Nas situações performativas antecipadas por um carácter subversivo e de desafio às regras e papéis, cria-se a oportunidade de exercer novas formas de interrelação entre os indivíduos. Associado ao despertar dos sentidos e do espírito de jogo, encontra-se o Carnaval, que se categoriza no grupo de manifestações e outras festas cuja formatação implica que as restrições impostas pela ordem que rege uma determinada estrutura social se encontrem momentaneamente suspensas. Contém, de forma mais ou menos evidente, temas presentes em rituais desenvolvidos nas sociedades tribais e agrárias, como, por exemplo, os relacionados com a morte e a renovação.

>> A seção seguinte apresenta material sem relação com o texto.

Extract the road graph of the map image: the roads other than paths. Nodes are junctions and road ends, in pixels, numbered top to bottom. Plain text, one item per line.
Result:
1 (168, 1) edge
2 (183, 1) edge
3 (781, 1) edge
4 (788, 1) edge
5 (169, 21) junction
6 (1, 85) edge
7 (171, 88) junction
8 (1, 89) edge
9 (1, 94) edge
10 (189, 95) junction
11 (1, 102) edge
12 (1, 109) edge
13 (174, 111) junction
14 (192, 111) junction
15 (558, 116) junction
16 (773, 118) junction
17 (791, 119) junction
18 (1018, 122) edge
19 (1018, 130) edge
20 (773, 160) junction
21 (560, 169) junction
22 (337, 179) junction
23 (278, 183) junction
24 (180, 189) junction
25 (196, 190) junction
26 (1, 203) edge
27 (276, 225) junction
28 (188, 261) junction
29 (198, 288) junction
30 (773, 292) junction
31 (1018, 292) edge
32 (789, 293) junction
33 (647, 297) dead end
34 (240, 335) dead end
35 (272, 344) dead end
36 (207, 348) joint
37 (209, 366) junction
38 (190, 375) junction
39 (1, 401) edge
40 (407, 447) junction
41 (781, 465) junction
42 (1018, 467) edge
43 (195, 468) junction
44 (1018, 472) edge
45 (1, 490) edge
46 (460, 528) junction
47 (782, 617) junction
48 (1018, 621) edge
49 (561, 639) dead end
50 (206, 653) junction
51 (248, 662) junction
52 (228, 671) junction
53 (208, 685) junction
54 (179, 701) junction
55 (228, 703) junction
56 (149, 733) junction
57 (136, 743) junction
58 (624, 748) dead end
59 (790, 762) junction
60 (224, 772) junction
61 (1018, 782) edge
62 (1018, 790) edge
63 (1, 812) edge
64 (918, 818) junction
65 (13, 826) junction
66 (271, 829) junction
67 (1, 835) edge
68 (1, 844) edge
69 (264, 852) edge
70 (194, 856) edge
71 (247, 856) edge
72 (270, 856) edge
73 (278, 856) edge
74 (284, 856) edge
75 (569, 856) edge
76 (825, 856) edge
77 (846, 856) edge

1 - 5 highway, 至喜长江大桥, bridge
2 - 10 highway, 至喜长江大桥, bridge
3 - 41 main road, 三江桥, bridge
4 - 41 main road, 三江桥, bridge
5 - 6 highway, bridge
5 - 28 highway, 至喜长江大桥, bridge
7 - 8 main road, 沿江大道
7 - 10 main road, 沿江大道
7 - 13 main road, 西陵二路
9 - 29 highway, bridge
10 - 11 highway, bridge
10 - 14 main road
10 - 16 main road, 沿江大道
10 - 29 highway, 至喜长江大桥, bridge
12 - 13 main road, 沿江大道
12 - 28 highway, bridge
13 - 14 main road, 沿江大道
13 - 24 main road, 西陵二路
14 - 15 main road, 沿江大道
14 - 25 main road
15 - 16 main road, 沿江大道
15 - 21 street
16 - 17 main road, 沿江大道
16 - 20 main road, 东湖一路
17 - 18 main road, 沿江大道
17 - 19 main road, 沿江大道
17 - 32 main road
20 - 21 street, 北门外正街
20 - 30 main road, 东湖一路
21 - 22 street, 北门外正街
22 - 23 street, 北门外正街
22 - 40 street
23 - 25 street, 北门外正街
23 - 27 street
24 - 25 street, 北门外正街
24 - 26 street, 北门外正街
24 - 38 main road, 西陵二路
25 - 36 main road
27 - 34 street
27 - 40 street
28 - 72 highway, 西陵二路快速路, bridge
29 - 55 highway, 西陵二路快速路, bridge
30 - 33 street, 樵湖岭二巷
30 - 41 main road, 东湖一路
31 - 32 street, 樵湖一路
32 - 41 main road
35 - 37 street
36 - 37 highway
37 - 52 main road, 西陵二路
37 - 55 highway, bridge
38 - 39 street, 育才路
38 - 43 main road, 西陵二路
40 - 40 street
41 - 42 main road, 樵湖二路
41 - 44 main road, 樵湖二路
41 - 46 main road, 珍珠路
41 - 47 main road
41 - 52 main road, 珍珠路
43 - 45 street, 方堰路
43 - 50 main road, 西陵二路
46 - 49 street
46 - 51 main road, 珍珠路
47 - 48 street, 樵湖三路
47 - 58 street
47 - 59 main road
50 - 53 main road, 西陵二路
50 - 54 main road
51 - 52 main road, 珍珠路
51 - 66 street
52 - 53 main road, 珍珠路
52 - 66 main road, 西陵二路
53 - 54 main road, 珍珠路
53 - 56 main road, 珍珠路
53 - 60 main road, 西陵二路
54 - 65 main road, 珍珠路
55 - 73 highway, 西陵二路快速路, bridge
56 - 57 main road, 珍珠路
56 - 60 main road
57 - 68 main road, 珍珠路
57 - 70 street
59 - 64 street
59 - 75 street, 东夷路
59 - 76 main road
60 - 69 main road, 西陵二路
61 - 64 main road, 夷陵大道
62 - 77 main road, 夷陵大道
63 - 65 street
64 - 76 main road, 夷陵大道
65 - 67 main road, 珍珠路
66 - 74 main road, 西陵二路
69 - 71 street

Um dos autores que mais contribuiu para o estudo do papel subversivo de manifestações culturais como o Carnaval foi Bakhtin (1965), que associou, a um contacto espontâneo e informal entre os indivíduos, a livre expressão de vontades latentes ou reprimidas através de comportamentos e manifestações excêntricas, com propensão para a disrupção, a miscelânea, a combinação de opostos, o absurdo, ou o desvario. Um dos dados mais importantes fornecidos por Bakhtin é que o Carnaval não está associado a um pensamento abstracto de expressão cultural, mas retira das vivências e acontecimentos da vida em comunidade, de todos os dias, a matéria-prima sobre a qual vai incidir esse comportamento histriónico e grotesco. Esta inferência contribuiu para a compreensão das expectativas criadas num momento de construção performativa em meio rural, onde este tipo de manifestações ainda está bastante divulgado.

Bakhtin vê no teatro e no espectáculo uma variante destas forças culturais mais ancestrais, embora com características bem mais mediatizadas e mutiladas que as suas predecessoras. Clifford (1988), com base nesta constatação, avançou para uma análise da extensão e variantes destas manifestações na contemporaneidade e concluiu que dificilmente se consegue isolar os sistemas de funcionamento próprios de cada sociedade, visto que as sociedades actuais se caracterizam por pontos de intersecção e cruzamento entre si. Assim, passa a ter lugar uma performance local improvisada e “creolizada”, termo de Clifford, que resgata manifestações performativas passadas, mas também adiciona e sobrepõe outros símbolos e formas de representação, inicialmente externas a esse grupo. Como último factor de contágio intercultural, surgem as realidades relacionadas com a globalização, onde a facilidade de comunicação e de transporte permite a circulação de performances culturais, ou parte delas, numa constante complexificação dos padrões de contacto entre culturas, ou entre

performances culturais (Carlson, 2004).